> _TASK ITEM_: Write the records out once more, exactly as they are given.
%%
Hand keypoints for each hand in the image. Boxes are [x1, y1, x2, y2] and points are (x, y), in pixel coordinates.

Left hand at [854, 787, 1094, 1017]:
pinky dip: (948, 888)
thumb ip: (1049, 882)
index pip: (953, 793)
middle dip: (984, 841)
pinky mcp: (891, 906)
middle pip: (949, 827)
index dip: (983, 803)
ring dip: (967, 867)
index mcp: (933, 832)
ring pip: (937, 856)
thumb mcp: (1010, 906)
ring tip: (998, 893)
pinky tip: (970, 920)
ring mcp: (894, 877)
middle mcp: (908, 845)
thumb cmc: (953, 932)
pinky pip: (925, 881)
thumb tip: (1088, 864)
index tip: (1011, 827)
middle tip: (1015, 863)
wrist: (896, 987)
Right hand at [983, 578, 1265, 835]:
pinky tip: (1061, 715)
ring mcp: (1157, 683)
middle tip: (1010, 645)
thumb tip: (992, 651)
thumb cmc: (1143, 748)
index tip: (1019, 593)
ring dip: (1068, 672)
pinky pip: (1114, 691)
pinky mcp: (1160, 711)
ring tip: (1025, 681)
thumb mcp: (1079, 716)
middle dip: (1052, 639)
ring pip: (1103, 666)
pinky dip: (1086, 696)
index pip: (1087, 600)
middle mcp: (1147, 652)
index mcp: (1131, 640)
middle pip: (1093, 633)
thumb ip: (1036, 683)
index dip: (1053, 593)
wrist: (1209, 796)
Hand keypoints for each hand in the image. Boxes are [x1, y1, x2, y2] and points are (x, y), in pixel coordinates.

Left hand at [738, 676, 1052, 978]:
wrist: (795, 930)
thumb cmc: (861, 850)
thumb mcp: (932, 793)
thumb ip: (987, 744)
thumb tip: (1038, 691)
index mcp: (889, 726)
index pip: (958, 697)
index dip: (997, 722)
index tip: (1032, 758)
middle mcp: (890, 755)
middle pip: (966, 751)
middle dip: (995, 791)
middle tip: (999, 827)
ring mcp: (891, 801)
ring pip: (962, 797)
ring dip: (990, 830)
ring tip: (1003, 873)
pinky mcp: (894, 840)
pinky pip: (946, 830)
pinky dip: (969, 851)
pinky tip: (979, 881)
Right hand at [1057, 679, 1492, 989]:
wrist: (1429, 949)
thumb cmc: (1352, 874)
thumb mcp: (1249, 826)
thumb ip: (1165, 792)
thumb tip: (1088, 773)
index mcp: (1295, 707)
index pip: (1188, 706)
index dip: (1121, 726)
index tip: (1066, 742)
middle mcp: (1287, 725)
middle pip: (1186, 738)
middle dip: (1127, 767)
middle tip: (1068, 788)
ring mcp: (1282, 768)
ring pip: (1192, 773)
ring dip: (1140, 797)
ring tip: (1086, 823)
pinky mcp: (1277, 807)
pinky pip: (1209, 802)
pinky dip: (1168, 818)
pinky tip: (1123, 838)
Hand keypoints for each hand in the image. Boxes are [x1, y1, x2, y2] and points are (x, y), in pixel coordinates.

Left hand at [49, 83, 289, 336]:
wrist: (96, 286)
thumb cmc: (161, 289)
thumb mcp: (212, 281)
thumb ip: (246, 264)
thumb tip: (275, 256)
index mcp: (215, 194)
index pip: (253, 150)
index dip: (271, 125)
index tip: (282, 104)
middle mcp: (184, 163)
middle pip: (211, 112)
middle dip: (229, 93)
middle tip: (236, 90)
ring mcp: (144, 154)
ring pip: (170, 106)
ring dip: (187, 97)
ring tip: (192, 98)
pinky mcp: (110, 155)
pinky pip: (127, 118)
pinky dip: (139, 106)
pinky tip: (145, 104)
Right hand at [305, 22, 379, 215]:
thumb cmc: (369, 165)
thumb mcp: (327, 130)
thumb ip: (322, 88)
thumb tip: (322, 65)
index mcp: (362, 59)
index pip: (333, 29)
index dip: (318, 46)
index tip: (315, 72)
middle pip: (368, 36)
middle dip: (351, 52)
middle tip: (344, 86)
%%
> _TASK ANSWER_:
Hand keypoints for each hand in the image. Boxes are [x1, y1, x2, y2] and points are (x, y), in pixel coordinates.

Left hand at [854, 787, 1094, 1017]:
pinky dip: (948, 888)
thumb ip: (1049, 882)
index pip: (953, 793)
middle dip: (984, 841)
pinky mcp: (891, 906)
middle pip: (949, 827)
index dip: (983, 803)
ring dip: (967, 867)
index mcp: (933, 832)
ring pip: (937, 856)
thumb mcp: (1010, 906)
ring tip: (998, 893)
pinky tip: (970, 920)
ring mcp: (894, 877)
middle mcp: (908, 845)
thumb cmc: (953, 932)
pinky pip: (925, 881)
thumb tip: (1088, 864)
index tip: (1011, 827)
middle tip: (1015, 863)
wrist: (896, 987)
Right hand at [983, 578, 1265, 835]:
pinky tip: (1061, 715)
ring mcp: (1157, 683)
middle tip: (1010, 645)
thumb tip: (992, 651)
thumb cmc: (1143, 748)
index tip: (1019, 593)
ring dip: (1068, 672)
pinky pip: (1114, 691)
pinky mcp: (1160, 711)
ring tip: (1025, 681)
thumb mcp: (1079, 716)
middle dip: (1052, 639)
ring pip: (1103, 666)
pinky dip: (1086, 696)
index pip: (1087, 600)
middle mcp: (1147, 652)
index mcp: (1131, 640)
middle pip: (1093, 633)
thumb ip: (1036, 683)
index dip: (1053, 593)
wrist: (1209, 796)
Hand keypoints for each hand in the image. Boxes are [x1, y1, x2, y2] and points are (x, y), in pixel coordinates.

Left hand at [738, 676, 1052, 978]:
wrist: (795, 930)
thumb cmc: (861, 850)
thumb mcp: (932, 793)
thumb ip: (987, 744)
thumb tip: (1038, 691)
index mcp: (889, 726)
index pip: (958, 697)
index dip: (997, 722)
index tip: (1032, 758)
middle mcp: (890, 755)
middle pip: (966, 751)
middle dip: (995, 791)
middle tip: (999, 827)
ring mcp: (891, 801)
ring pip: (962, 797)
ring dip: (990, 830)
ring tip: (1003, 873)
pinky mcp: (894, 840)
pinky pip: (946, 830)
pinky dip: (969, 851)
pinky tip: (979, 881)
Right hand at [1057, 679, 1492, 989]:
wrist: (1429, 949)
thumb cmc: (1352, 874)
thumb mcp: (1249, 826)
thumb ip: (1165, 792)
thumb tip: (1088, 773)
index mcp: (1295, 707)
index pip: (1188, 706)
index dip: (1121, 726)
index tip: (1066, 742)
middle mcp: (1287, 725)
middle pip: (1186, 738)
middle dip: (1127, 767)
middle tip: (1068, 788)
ring mcp: (1282, 768)
ring pip: (1192, 773)
ring dip: (1140, 797)
ring tip: (1086, 823)
pinky mcp: (1277, 807)
pinky pip: (1209, 802)
pinky dip: (1168, 818)
pinky tip: (1123, 838)
Hand keypoints for each hand in the image. Boxes are [x1, y1, x2, y2] and points are (x, y), in pixel coordinates.

Left hand at [49, 83, 289, 336]:
wrist: (96, 286)
thumb cmc: (161, 289)
thumb mcp: (212, 281)
thumb ip: (246, 264)
thumb tip: (275, 256)
index mcp: (215, 194)
index pip: (253, 150)
index dip: (271, 125)
index tip: (282, 104)
middle mcp: (184, 163)
middle pip: (211, 112)
middle dip: (229, 93)
middle tip: (236, 90)
ring mcp: (144, 154)
ring pip: (170, 106)
ring dip: (187, 97)
ring tip: (192, 98)
pinky mcp: (110, 155)
pinky pip: (127, 118)
pinky dip: (139, 106)
pinky tip: (145, 104)
Right hand at [305, 22, 379, 215]:
thumb cmc: (369, 165)
thumb mcp: (327, 130)
thumb ip: (322, 88)
thumb tip: (322, 65)
index mcp: (362, 59)
index pip: (333, 29)
index dip: (318, 46)
index tip: (315, 72)
middle pip: (368, 36)
middle dip: (351, 52)
middle tip: (344, 86)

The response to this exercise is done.